A Napoli il Circuito dell’Inclusione fa tappa sul sagrato del Duomo

“Lo sport per me è vita e passione”. Non serve altro. Tra il rumore di un dritto e l’eleganza di una volée, bastano queste poche parole — pronunciate con il sorriso da una giovanissima atleta — per catturare l’anima della nona tappa del 1° Circuito dell’Inclusione, iniziativa organizzata dalle PGS Campania in stretta sinergia con l’Arcidiocesi di Napoli. Scenario d’eccezione il sagrato del Duomo di Napoli, che per l’occasione si è trasformato in un campo da tennis a cielo aperto. Qui, il gioco si è trasformato in un potente veicolo di inclusione e crescita collettiva.

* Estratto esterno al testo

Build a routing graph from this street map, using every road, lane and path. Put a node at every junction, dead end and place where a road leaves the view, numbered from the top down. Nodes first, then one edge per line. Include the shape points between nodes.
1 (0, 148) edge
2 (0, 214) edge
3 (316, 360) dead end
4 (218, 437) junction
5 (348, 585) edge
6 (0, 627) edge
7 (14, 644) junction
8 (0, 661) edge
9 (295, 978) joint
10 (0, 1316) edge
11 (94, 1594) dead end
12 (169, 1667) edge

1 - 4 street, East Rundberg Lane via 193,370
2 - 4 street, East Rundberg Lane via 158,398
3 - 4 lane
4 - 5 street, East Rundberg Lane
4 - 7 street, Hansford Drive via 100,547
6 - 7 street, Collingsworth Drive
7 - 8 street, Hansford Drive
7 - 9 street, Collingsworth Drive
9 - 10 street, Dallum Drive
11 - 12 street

Protagonisti assoluti sono stati infatti i ragazzi con disabilità cognitive provenienti dai centri di tutta la regione. Sotto l’ombra del Duomo, gli atleti hanno dato vita a una sessione di allenamento speciale, guidati dai loro maestri e tecnici.

Oltre l’attività agonistica, la giornata ha regalato ai partecipanti un’esperienza culturale immersiva. Grazie ai ragazzi del MUDD (Museo Diocesano Napoli), gli atleti e le loro famiglie sono stati guidati alla scoperta delle meraviglie artistiche e spirituali della Cattedrale, unendo la disciplina fisica alla ricchezza del patrimonio storico napoletano.

A rendere possibile l’iniziativa anche la presenza dei volontari dell’Azione Cattolica, Gioventù Francescana, Fondazione Napoli C’entro, Caritas e Pastorale Giovanile, La Scintilla Onlus, Progetto Policoro e il ramo Ets dell’Arcidiocesi.

“Lo sport è di tutti e per tutti. E siamo qui per testimoniare la sua forza nel creare ponti relazionali e nel facilitare le relazioni. Ma non solo: fa bene anche alla salute psicofisica”, ha detto al TGR Campania Antonio Verrazzo, Consigliere Nazionale delle Polisportive Giovanili Salesiane.